- WHAT IS NEEDED -
Tally the lines below that include the string "edges". Reply with the total only.

= = = = = = =

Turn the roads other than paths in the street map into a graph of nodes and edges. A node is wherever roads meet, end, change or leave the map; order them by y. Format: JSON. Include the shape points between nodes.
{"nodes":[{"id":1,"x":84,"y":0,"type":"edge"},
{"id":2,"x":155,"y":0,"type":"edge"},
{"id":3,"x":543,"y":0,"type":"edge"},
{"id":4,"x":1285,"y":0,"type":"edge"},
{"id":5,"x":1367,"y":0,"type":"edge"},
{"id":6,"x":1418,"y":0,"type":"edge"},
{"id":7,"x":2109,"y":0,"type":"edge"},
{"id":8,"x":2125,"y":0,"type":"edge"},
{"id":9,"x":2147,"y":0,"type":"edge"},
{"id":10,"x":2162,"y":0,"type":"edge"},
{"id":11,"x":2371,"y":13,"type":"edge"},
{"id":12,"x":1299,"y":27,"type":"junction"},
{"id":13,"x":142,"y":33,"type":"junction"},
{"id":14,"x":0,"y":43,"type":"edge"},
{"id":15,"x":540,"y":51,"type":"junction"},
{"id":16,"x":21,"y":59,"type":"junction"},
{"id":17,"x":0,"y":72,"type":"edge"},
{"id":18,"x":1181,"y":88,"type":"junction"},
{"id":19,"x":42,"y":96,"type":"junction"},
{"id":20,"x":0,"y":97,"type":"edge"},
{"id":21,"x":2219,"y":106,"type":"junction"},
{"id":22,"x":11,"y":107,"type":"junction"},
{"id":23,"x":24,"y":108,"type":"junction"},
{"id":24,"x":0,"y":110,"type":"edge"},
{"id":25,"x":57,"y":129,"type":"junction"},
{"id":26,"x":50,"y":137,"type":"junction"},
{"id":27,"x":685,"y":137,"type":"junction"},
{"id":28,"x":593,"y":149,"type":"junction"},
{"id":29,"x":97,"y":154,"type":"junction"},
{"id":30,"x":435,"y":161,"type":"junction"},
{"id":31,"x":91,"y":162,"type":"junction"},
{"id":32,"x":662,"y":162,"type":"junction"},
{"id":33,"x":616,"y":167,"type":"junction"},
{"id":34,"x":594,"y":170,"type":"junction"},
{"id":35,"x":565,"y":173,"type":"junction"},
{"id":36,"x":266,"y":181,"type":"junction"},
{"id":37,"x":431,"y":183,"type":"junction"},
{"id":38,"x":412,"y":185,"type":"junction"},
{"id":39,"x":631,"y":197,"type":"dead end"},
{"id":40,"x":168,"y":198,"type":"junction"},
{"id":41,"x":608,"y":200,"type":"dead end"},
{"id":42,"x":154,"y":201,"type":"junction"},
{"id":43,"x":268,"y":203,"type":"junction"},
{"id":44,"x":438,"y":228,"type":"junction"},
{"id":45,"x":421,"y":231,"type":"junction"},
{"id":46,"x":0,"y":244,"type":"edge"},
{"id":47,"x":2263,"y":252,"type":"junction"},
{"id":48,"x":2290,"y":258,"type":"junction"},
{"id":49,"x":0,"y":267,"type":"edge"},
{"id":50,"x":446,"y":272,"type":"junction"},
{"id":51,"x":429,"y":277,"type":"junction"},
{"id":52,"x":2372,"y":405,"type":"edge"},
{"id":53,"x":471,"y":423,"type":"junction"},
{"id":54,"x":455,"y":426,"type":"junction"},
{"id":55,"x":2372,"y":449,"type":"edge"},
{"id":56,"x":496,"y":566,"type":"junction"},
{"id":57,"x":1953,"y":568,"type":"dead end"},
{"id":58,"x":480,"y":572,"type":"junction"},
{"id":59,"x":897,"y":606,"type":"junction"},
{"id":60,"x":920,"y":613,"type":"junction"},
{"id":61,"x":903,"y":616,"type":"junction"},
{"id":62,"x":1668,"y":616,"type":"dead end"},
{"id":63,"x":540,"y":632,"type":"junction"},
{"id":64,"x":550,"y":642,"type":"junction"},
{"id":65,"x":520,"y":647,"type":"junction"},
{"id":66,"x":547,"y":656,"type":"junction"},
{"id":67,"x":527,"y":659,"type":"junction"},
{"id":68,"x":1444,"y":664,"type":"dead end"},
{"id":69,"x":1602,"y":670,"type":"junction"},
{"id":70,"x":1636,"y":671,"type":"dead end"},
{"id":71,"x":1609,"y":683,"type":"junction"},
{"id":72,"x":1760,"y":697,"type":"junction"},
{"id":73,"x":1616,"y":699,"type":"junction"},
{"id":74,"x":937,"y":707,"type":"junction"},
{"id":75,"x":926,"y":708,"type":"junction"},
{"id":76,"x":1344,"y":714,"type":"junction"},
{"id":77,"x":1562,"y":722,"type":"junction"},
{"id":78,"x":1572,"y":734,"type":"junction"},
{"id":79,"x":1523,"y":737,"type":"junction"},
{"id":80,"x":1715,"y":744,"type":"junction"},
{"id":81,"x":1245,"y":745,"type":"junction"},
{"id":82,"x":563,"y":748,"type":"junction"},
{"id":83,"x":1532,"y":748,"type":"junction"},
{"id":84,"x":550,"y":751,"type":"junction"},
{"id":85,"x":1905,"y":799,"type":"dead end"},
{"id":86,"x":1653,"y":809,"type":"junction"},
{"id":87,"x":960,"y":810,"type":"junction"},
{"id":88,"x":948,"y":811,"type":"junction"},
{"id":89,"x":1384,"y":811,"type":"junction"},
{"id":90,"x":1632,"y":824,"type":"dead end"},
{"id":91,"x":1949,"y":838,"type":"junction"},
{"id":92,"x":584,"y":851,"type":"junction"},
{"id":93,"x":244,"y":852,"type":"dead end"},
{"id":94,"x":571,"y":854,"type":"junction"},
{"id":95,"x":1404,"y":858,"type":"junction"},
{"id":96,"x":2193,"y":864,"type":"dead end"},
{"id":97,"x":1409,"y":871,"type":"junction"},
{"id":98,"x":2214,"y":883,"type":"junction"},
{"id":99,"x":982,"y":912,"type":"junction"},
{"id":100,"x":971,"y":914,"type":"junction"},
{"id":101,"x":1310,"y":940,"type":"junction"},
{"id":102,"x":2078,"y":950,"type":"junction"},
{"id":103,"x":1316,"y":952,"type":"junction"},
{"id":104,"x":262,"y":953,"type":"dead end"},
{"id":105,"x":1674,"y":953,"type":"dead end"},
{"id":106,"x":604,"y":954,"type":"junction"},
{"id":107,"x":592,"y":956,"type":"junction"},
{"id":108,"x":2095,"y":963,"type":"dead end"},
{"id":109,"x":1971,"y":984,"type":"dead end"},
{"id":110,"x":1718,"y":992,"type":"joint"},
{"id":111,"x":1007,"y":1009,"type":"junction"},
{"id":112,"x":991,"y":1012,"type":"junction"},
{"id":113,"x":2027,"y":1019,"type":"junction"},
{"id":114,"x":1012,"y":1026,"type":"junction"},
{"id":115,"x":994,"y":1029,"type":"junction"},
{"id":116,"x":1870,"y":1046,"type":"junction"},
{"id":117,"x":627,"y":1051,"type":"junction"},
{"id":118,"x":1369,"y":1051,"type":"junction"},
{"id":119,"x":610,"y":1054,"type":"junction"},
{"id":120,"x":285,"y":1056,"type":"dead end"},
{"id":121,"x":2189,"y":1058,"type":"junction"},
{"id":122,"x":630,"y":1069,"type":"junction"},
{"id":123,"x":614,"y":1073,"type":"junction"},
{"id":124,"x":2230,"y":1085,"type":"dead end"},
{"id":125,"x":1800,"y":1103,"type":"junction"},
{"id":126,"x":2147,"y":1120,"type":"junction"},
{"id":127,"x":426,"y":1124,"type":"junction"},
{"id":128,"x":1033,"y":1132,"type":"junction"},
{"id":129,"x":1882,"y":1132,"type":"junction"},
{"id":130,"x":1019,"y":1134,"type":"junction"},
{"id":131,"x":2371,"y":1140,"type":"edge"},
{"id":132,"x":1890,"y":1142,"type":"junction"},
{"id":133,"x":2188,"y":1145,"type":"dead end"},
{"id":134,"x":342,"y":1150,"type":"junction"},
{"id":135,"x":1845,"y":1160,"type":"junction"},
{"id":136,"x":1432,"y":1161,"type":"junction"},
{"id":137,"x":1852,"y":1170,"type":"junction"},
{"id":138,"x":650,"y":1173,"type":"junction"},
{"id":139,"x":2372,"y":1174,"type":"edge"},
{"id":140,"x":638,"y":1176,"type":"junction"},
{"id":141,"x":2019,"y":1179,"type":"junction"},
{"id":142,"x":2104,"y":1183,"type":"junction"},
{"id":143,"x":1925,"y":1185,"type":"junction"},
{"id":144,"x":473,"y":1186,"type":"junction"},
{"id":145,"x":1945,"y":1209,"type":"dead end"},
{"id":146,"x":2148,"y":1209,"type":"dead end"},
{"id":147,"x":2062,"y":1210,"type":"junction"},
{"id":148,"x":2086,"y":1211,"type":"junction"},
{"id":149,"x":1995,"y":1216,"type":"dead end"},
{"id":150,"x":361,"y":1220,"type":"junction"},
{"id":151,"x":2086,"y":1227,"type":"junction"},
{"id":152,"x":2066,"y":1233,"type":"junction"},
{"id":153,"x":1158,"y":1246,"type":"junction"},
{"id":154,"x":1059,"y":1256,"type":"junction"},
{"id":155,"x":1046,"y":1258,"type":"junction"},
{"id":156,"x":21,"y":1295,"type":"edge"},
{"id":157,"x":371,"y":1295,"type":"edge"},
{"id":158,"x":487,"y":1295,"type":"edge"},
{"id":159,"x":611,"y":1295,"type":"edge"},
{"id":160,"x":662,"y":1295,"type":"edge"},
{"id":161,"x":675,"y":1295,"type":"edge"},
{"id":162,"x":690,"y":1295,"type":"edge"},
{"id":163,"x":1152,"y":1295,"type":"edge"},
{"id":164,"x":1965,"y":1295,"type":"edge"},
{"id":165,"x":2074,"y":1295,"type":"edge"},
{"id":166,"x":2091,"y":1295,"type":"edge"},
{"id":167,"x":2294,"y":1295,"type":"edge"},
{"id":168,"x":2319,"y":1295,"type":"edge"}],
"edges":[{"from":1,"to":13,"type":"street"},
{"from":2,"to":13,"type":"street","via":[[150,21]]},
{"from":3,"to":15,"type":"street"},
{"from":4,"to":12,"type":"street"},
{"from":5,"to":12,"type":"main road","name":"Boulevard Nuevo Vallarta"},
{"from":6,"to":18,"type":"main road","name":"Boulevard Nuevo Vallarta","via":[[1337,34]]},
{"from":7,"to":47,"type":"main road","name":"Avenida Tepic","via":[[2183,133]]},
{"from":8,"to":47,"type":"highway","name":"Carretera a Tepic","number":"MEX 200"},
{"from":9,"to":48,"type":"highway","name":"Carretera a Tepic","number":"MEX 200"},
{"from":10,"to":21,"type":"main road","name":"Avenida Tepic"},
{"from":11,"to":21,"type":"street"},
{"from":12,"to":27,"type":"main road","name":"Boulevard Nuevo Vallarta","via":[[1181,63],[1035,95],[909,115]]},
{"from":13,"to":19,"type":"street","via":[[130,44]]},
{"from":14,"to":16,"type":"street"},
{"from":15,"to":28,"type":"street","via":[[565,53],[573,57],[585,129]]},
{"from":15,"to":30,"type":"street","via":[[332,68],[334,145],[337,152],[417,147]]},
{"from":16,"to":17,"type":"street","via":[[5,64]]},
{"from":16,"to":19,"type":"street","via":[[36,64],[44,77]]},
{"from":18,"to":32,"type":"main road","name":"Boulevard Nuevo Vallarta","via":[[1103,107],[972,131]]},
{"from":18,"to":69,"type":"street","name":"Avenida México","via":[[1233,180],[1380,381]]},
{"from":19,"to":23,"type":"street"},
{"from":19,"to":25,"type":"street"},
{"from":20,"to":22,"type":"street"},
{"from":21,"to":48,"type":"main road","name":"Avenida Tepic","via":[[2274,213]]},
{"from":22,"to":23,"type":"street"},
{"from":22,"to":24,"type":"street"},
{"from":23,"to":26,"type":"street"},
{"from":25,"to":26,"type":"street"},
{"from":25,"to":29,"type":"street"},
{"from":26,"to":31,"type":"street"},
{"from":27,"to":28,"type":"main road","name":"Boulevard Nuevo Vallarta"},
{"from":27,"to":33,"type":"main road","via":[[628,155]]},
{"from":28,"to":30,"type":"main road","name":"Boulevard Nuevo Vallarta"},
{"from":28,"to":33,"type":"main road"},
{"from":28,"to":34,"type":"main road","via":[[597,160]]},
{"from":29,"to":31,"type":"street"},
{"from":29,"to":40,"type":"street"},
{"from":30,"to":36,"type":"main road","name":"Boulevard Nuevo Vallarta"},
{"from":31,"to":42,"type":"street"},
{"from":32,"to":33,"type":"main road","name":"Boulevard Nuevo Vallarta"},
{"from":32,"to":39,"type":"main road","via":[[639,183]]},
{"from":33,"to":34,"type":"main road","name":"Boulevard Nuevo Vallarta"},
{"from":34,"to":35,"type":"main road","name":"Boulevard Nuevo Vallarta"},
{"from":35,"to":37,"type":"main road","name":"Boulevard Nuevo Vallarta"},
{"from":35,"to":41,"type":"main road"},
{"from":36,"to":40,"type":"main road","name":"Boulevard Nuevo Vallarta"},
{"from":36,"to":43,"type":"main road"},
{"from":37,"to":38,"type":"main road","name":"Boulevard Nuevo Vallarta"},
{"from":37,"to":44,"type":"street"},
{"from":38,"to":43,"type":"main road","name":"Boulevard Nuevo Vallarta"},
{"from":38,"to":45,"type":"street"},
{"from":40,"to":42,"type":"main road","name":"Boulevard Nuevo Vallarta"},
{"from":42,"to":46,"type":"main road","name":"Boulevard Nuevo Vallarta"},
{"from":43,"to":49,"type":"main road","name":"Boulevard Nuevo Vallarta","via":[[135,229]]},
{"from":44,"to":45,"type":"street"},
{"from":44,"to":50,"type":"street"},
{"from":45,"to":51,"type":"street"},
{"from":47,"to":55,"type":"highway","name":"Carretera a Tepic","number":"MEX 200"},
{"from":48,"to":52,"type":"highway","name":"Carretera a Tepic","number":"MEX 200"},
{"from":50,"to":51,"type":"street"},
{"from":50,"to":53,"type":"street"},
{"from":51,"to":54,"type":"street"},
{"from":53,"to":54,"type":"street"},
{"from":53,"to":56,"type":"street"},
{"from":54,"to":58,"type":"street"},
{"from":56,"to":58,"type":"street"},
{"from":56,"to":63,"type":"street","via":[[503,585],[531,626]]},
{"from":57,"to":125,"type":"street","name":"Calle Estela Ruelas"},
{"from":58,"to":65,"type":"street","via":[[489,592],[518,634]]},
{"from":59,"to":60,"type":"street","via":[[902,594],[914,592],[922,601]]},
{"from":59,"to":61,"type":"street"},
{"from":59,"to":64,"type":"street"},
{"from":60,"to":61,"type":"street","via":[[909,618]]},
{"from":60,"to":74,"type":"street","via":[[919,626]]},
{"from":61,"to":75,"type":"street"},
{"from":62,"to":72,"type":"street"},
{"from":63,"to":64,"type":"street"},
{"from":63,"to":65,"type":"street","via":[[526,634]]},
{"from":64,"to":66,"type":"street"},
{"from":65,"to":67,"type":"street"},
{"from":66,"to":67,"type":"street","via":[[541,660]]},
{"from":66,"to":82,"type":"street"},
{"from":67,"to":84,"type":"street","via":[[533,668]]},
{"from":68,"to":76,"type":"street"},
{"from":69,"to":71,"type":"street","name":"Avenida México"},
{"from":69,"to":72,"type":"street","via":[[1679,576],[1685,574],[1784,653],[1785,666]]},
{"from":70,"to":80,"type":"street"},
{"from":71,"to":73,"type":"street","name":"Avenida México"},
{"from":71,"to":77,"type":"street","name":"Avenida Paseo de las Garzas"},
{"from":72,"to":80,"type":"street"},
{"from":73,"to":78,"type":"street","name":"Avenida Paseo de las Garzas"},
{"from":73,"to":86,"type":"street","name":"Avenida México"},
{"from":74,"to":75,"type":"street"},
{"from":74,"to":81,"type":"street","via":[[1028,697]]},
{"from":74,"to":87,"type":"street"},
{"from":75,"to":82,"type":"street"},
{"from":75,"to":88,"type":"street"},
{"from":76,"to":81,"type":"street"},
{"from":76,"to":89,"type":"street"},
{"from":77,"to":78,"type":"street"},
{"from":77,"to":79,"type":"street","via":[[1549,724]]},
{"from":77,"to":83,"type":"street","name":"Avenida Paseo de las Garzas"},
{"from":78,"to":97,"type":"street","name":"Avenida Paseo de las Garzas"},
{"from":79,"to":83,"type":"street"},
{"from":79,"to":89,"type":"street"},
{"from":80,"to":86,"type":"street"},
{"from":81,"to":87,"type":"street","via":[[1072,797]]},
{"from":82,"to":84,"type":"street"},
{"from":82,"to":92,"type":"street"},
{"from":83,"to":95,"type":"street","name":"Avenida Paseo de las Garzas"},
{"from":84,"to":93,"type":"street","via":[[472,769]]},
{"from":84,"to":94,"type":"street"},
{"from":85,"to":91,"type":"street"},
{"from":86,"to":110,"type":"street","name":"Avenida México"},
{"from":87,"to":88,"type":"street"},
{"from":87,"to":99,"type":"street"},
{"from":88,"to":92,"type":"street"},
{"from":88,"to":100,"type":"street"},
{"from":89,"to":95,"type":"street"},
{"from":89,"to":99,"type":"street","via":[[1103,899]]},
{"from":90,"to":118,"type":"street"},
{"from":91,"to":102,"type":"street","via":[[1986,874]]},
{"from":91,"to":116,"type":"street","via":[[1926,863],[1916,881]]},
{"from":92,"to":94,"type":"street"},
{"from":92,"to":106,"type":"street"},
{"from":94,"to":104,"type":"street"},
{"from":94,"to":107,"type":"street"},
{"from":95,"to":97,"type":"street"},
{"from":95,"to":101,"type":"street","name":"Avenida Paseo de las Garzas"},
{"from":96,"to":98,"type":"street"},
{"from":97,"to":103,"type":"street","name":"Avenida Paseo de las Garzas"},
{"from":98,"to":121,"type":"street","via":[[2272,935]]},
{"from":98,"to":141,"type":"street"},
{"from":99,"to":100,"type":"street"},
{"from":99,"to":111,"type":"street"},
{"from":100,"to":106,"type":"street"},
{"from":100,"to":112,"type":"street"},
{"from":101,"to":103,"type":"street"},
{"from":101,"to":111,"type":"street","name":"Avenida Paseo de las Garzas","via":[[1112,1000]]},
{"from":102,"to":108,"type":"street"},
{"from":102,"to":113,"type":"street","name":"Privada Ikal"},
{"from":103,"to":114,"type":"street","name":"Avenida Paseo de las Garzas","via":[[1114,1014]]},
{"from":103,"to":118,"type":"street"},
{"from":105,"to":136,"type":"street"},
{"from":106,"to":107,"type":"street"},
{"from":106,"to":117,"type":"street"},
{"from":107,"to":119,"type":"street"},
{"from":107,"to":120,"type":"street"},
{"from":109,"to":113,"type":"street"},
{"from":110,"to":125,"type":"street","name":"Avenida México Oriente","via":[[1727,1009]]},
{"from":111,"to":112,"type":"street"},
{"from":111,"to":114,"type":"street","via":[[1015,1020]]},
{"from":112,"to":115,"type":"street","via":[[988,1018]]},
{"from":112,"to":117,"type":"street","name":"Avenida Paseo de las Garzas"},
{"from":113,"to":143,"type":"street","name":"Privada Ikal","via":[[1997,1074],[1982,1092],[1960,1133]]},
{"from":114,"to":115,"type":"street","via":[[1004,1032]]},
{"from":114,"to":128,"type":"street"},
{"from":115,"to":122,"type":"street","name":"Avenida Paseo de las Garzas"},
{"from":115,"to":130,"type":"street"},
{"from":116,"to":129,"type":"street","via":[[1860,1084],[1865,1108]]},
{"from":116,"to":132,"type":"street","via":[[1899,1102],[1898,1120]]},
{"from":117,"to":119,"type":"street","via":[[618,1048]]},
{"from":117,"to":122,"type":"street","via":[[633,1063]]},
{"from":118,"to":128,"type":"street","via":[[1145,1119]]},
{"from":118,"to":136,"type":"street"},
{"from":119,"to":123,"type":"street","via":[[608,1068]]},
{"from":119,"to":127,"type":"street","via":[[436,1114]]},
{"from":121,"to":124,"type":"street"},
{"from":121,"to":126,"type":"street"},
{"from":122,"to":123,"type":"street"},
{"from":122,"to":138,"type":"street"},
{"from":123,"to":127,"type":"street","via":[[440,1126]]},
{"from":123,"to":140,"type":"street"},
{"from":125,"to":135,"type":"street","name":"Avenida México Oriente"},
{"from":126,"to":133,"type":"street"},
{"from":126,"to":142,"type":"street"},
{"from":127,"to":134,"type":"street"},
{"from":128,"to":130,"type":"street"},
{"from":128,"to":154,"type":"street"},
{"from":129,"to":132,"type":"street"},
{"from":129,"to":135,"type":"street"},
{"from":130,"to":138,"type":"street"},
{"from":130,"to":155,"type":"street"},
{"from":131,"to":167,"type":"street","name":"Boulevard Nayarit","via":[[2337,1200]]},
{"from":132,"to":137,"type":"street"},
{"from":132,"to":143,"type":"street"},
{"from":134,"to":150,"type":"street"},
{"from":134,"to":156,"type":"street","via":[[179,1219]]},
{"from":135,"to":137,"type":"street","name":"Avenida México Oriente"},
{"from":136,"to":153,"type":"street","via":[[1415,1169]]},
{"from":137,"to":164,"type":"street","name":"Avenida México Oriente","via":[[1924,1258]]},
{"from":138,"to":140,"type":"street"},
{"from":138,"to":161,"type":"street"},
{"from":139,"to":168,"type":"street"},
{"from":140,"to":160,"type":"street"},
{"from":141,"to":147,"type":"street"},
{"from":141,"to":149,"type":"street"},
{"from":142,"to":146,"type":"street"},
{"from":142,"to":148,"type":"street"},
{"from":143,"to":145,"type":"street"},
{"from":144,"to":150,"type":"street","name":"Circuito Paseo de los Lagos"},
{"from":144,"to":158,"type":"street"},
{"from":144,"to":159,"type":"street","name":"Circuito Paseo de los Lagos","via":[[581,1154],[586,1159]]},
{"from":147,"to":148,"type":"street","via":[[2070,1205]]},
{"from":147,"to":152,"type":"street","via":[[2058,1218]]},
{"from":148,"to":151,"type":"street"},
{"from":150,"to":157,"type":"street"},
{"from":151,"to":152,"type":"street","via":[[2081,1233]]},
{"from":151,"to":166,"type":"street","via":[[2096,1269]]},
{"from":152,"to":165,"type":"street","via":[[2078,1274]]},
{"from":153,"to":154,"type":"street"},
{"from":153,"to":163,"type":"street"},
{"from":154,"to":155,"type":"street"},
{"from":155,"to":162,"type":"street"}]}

= = = = = = =

- TASK OUTPUT -
2